## Exercise aim:
What follows is a set of entries; retype all of them exactly.

[Entries taken from a collection]
------------------------------
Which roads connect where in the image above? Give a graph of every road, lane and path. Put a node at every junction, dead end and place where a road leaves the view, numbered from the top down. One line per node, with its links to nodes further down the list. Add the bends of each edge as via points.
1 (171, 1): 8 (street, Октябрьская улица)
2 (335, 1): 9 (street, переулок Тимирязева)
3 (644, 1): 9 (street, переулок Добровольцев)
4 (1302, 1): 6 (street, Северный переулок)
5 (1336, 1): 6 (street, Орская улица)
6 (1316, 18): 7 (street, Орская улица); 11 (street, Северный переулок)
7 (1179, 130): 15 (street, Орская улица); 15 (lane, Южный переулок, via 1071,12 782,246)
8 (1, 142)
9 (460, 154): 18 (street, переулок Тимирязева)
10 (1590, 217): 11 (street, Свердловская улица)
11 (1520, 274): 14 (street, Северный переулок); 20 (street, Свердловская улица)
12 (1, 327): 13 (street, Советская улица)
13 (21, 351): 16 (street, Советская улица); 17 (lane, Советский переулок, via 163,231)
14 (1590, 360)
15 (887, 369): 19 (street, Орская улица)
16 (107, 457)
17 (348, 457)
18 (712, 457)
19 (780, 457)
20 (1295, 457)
------------------------------
## Answer box:
Which roads connect where in the image above? Give a graph of every road, lane and path. Put a node at every junction, dead end and place where a road leaves the view, numbered from the top down. One line per node, with its links to nodes further down the list. Add the bends of each edge as via points.
1 (171, 1): 8 (street, Октябрьская улица)
2 (335, 1): 9 (street, переулок Тимирязева)
3 (644, 1): 9 (street, переулок Добровольцев)
4 (1302, 1): 6 (street, Северный переулок)
5 (1336, 1): 6 (street, Орская улица)
6 (1316, 18): 7 (street, Орская улица); 11 (street, Северный переулок)
7 (1179, 130): 15 (street, Орская улица); 15 (lane, Южный переулок, via 1071,12 782,246)
8 (1, 142)
9 (460, 154): 18 (street, переулок Тимирязева)
10 (1590, 217): 11 (street, Свердловская улица)
11 (1520, 274): 14 (street, Северный переулок); 20 (street, Свердловская улица)
12 (1, 327): 13 (street, Советская улица)
13 (21, 351): 16 (street, Советская улица); 17 (lane, Советский переулок, via 163,231)
14 (1590, 360)
15 (887, 369): 19 (street, Орская улица)
16 (107, 457)
17 (348, 457)
18 (712, 457)
19 (780, 457)
20 (1295, 457)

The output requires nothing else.